Once the pictures are removed, restate the data below word for word.

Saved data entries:
>>>

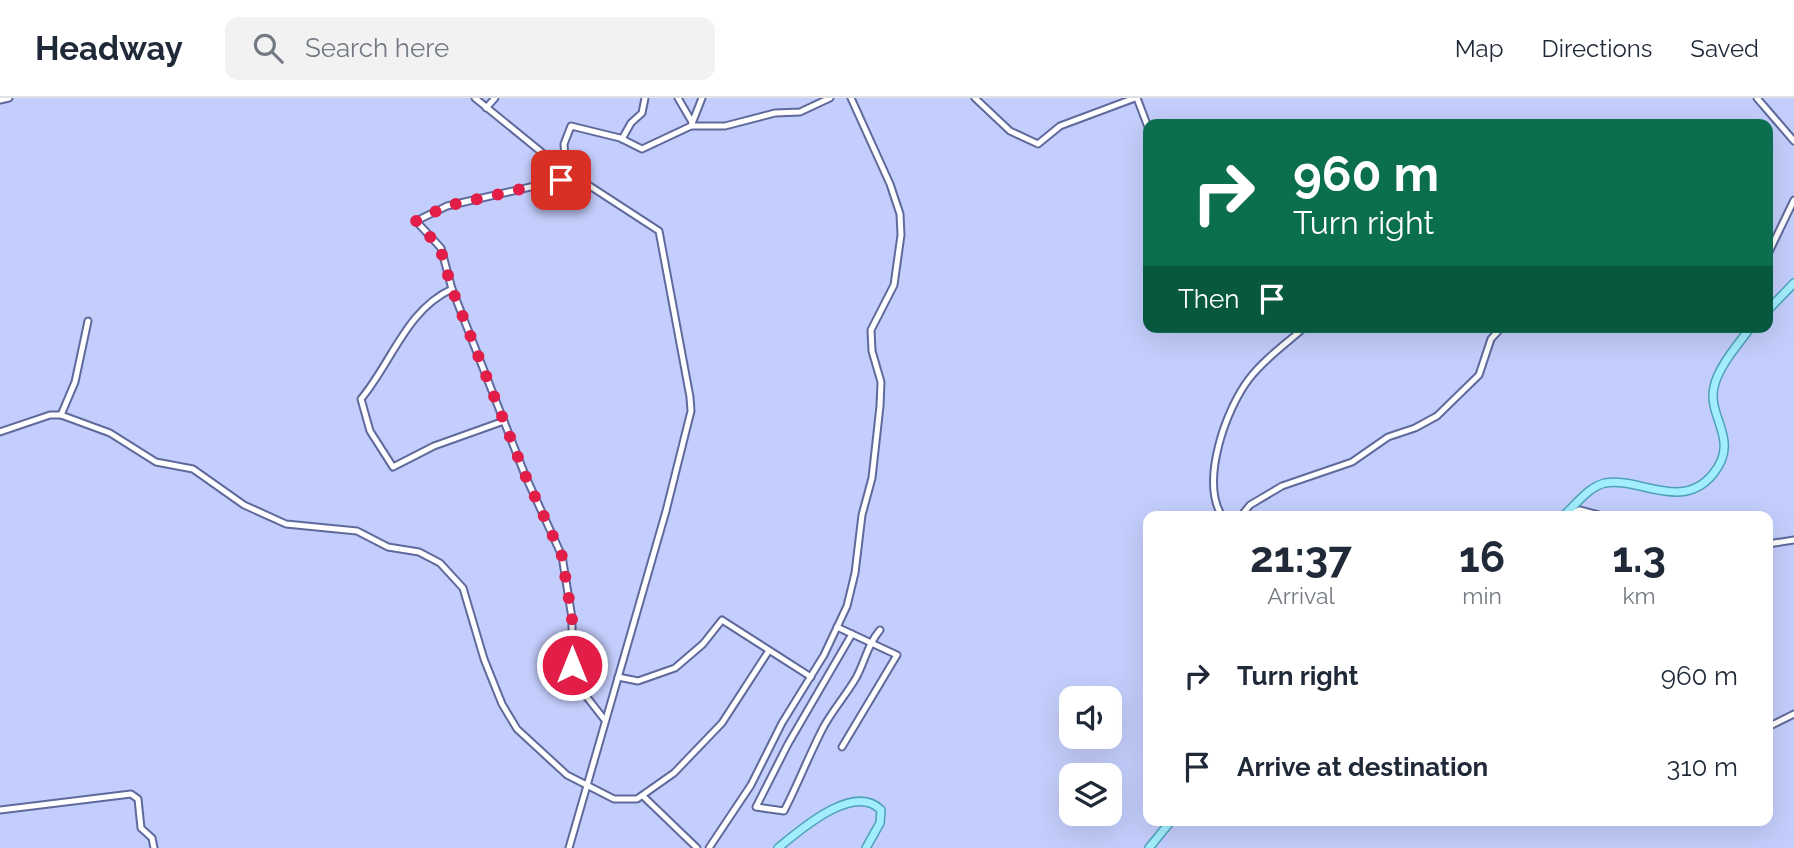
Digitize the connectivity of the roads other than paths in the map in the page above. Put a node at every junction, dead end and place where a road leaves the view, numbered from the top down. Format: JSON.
{"nodes":[{"id":1,"x":9,"y":98,"type":"edge"},
{"id":2,"x":475,"y":98,"type":"edge"},
{"id":3,"x":495,"y":98,"type":"edge"},
{"id":4,"x":645,"y":98,"type":"edge"},
{"id":5,"x":678,"y":98,"type":"edge"},
{"id":6,"x":702,"y":98,"type":"edge"},
{"id":7,"x":830,"y":98,"type":"edge"},
{"id":8,"x":851,"y":98,"type":"edge"},
{"id":9,"x":975,"y":98,"type":"edge"},
{"id":10,"x":1136,"y":98,"type":"edge"},
{"id":11,"x":1757,"y":98,"type":"edge"},
{"id":12,"x":0,"y":100,"type":"edge"},
{"id":13,"x":486,"y":108,"type":"junction"},
{"id":14,"x":1144,"y":119,"type":"edge"},
{"id":15,"x":692,"y":124,"type":"junction"},
{"id":16,"x":622,"y":139,"type":"junction"},
{"id":17,"x":1794,"y":141,"type":"edge"},
{"id":18,"x":556,"y":164,"type":"junction"},
{"id":19,"x":572,"y":175,"type":"junction"},
{"id":20,"x":1794,"y":200,"type":"edge"},
{"id":21,"x":1773,"y":244,"type":"edge"},
{"id":22,"x":1794,"y":283,"type":"edge"},
{"id":23,"x":452,"y":289,"type":"junction"},
{"id":24,"x":1773,"y":305,"type":"edge"},
{"id":25,"x":88,"y":321,"type":"dead end"},
{"id":26,"x":1298,"y":333,"type":"edge"},
{"id":27,"x":1496,"y":333,"type":"edge"},
{"id":28,"x":1747,"y":333,"type":"edge"},
{"id":29,"x":61,"y":415,"type":"junction"},
{"id":30,"x":504,"y":421,"type":"junction"},
{"id":31,"x":0,"y":432,"type":"edge"},
{"id":32,"x":1220,"y":511,"type":"edge"},
{"id":33,"x":1245,"y":511,"type":"edge"},
{"id":34,"x":1569,"y":511,"type":"edge"},
{"id":35,"x":1794,"y":540,"type":"edge"},
{"id":36,"x":1773,"y":543,"type":"edge"},
{"id":37,"x":837,"y":627,"type":"junction"},
{"id":38,"x":880,"y":630,"type":"dead end"},
{"id":39,"x":852,"y":634,"type":"junction"},
{"id":40,"x":871,"y":641,"type":"junction"},
{"id":41,"x":768,"y":652,"type":"junction"},
{"id":42,"x":618,"y":677,"type":"junction"},
{"id":43,"x":811,"y":677,"type":"junction"},
{"id":44,"x":1794,"y":715,"type":"edge"},
{"id":45,"x":604,"y":719,"type":"junction"},
{"id":46,"x":1773,"y":725,"type":"edge"},
{"id":47,"x":842,"y":747,"type":"dead end"},
{"id":48,"x":586,"y":786,"type":"junction"},
{"id":49,"x":643,"y":796,"type":"junction"},
{"id":50,"x":0,"y":810,"type":"edge"},
{"id":51,"x":1167,"y":826,"type":"edge"},
{"id":52,"x":154,"y":848,"type":"edge"},
{"id":53,"x":569,"y":848,"type":"edge"},
{"id":54,"x":697,"y":848,"type":"edge"},
{"id":55,"x":709,"y":848,"type":"edge"},
{"id":56,"x":778,"y":848,"type":"edge"},
{"id":57,"x":866,"y":848,"type":"edge"},
{"id":58,"x":1149,"y":848,"type":"edge"}],
"edges":[{"from":1,"to":12,"type":"street"},
{"from":2,"to":13,"type":"street"},
{"from":3,"to":13,"type":"street"},
{"from":4,"to":16,"type":"street"},
{"from":5,"to":15,"type":"street"},
{"from":6,"to":15,"type":"street"},
{"from":7,"to":15,"type":"street"},
{"from":8,"to":37,"type":"street"},
{"from":9,"to":10,"type":"street"},
{"from":10,"to":14,"type":"street"},
{"from":11,"to":17,"type":"street"},
{"from":13,"to":18,"type":"street"},
{"from":15,"to":16,"type":"street"},
{"from":16,"to":18,"type":"street"},
{"from":18,"to":19,"type":"street"},
{"from":19,"to":23,"type":"street"},
{"from":19,"to":42,"type":"street"},
{"from":20,"to":21,"type":"street"},
{"from":22,"to":24,"type":"main road"},
{"from":23,"to":30,"type":"street"},
{"from":23,"to":30,"type":"street"},
{"from":25,"to":29,"type":"street"},
{"from":26,"to":32,"type":"street"},
{"from":27,"to":33,"type":"street"},
{"from":28,"to":34,"type":"main road"},
{"from":29,"to":31,"type":"street"},
{"from":29,"to":48,"type":"street"},
{"from":30,"to":45,"type":"street"},
{"from":35,"to":36,"type":"street"},
{"from":37,"to":39,"type":"street"},
{"from":37,"to":43,"type":"street"},
{"from":38,"to":40,"type":"street"},
{"from":39,"to":40,"type":"street"},
{"from":39,"to":40,"type":"street"},
{"from":40,"to":47,"type":"street"},
{"from":41,"to":42,"type":"street"},
{"from":41,"to":43,"type":"street"},
{"from":41,"to":49,"type":"street"},
{"from":42,"to":45,"type":"street"},
{"from":43,"to":55,"type":"street"},
{"from":44,"to":46,"type":"street"},
{"from":45,"to":48,"type":"street"},
{"from":48,"to":49,"type":"street"},
{"from":48,"to":53,"type":"street"},
{"from":49,"to":54,"type":"street"},
{"from":50,"to":52,"type":"street"},
{"from":51,"to":58,"type":"main road"},
{"from":56,"to":57,"type":"main road"}]}
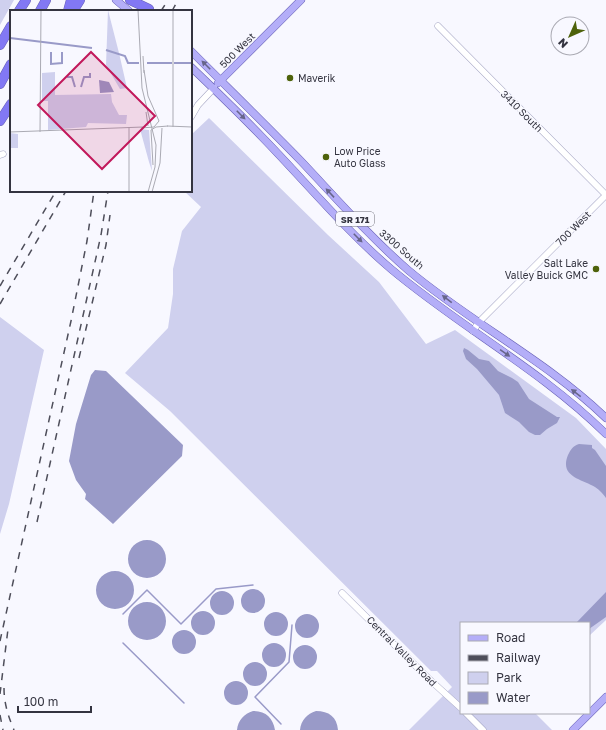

<<<

» **ANSWER BOX**:
Digitize the connectivity of the roads other than paths in the map in the page above. Put a node at every junction, dead end and place where a road leaves the view, numbered from the top down. Format: JSON.
{"nodes":[{"id":1,"x":9,"y":98,"type":"edge"},
{"id":2,"x":475,"y":98,"type":"edge"},
{"id":3,"x":495,"y":98,"type":"edge"},
{"id":4,"x":645,"y":98,"type":"edge"},
{"id":5,"x":678,"y":98,"type":"edge"},
{"id":6,"x":702,"y":98,"type":"edge"},
{"id":7,"x":830,"y":98,"type":"edge"},
{"id":8,"x":851,"y":98,"type":"edge"},
{"id":9,"x":975,"y":98,"type":"edge"},
{"id":10,"x":1136,"y":98,"type":"edge"},
{"id":11,"x":1757,"y":98,"type":"edge"},
{"id":12,"x":0,"y":100,"type":"edge"},
{"id":13,"x":486,"y":108,"type":"junction"},
{"id":14,"x":1144,"y":119,"type":"edge"},
{"id":15,"x":692,"y":124,"type":"junction"},
{"id":16,"x":622,"y":139,"type":"junction"},
{"id":17,"x":1794,"y":141,"type":"edge"},
{"id":18,"x":556,"y":164,"type":"junction"},
{"id":19,"x":572,"y":175,"type":"junction"},
{"id":20,"x":1794,"y":200,"type":"edge"},
{"id":21,"x":1773,"y":244,"type":"edge"},
{"id":22,"x":1794,"y":283,"type":"edge"},
{"id":23,"x":452,"y":289,"type":"junction"},
{"id":24,"x":1773,"y":305,"type":"edge"},
{"id":25,"x":88,"y":321,"type":"dead end"},
{"id":26,"x":1298,"y":333,"type":"edge"},
{"id":27,"x":1496,"y":333,"type":"edge"},
{"id":28,"x":1747,"y":333,"type":"edge"},
{"id":29,"x":61,"y":415,"type":"junction"},
{"id":30,"x":504,"y":421,"type":"junction"},
{"id":31,"x":0,"y":432,"type":"edge"},
{"id":32,"x":1220,"y":511,"type":"edge"},
{"id":33,"x":1245,"y":511,"type":"edge"},
{"id":34,"x":1569,"y":511,"type":"edge"},
{"id":35,"x":1794,"y":540,"type":"edge"},
{"id":36,"x":1773,"y":543,"type":"edge"},
{"id":37,"x":837,"y":627,"type":"junction"},
{"id":38,"x":880,"y":630,"type":"dead end"},
{"id":39,"x":852,"y":634,"type":"junction"},
{"id":40,"x":871,"y":641,"type":"junction"},
{"id":41,"x":768,"y":652,"type":"junction"},
{"id":42,"x":618,"y":677,"type":"junction"},
{"id":43,"x":811,"y":677,"type":"junction"},
{"id":44,"x":1794,"y":715,"type":"edge"},
{"id":45,"x":604,"y":719,"type":"junction"},
{"id":46,"x":1773,"y":725,"type":"edge"},
{"id":47,"x":842,"y":747,"type":"dead end"},
{"id":48,"x":586,"y":786,"type":"junction"},
{"id":49,"x":643,"y":796,"type":"junction"},
{"id":50,"x":0,"y":810,"type":"edge"},
{"id":51,"x":1167,"y":826,"type":"edge"},
{"id":52,"x":154,"y":848,"type":"edge"},
{"id":53,"x":569,"y":848,"type":"edge"},
{"id":54,"x":697,"y":848,"type":"edge"},
{"id":55,"x":709,"y":848,"type":"edge"},
{"id":56,"x":778,"y":848,"type":"edge"},
{"id":57,"x":866,"y":848,"type":"edge"},
{"id":58,"x":1149,"y":848,"type":"edge"}],
"edges":[{"from":1,"to":12,"type":"street"},
{"from":2,"to":13,"type":"street"},
{"from":3,"to":13,"type":"street"},
{"from":4,"to":16,"type":"street"},
{"from":5,"to":15,"type":"street"},
{"from":6,"to":15,"type":"street"},
{"from":7,"to":15,"type":"street"},
{"from":8,"to":37,"type":"street"},
{"from":9,"to":10,"type":"street"},
{"from":10,"to":14,"type":"street"},
{"from":11,"to":17,"type":"street"},
{"from":13,"to":18,"type":"street"},
{"from":15,"to":16,"type":"street"},
{"from":16,"to":18,"type":"street"},
{"from":18,"to":19,"type":"street"},
{"from":19,"to":23,"type":"street"},
{"from":19,"to":42,"type":"street"},
{"from":20,"to":21,"type":"street"},
{"from":22,"to":24,"type":"main road"},
{"from":23,"to":30,"type":"street"},
{"from":23,"to":30,"type":"street"},
{"from":25,"to":29,"type":"street"},
{"from":26,"to":32,"type":"street"},
{"from":27,"to":33,"type":"street"},
{"from":28,"to":34,"type":"main road"},
{"from":29,"to":31,"type":"street"},
{"from":29,"to":48,"type":"street"},
{"from":30,"to":45,"type":"street"},
{"from":35,"to":36,"type":"street"},
{"from":37,"to":39,"type":"street"},
{"from":37,"to":43,"type":"street"},
{"from":38,"to":40,"type":"street"},
{"from":39,"to":40,"type":"street"},
{"from":39,"to":40,"type":"street"},
{"from":40,"to":47,"type":"street"},
{"from":41,"to":42,"type":"street"},
{"from":41,"to":43,"type":"street"},
{"from":41,"to":49,"type":"street"},
{"from":42,"to":45,"type":"street"},
{"from":43,"to":55,"type":"street"},
{"from":44,"to":46,"type":"street"},
{"from":45,"to":48,"type":"street"},
{"from":48,"to":49,"type":"street"},
{"from":48,"to":53,"type":"street"},
{"from":49,"to":54,"type":"street"},
{"from":50,"to":52,"type":"street"},
{"from":51,"to":58,"type":"main road"},
{"from":56,"to":57,"type":"main road"}]}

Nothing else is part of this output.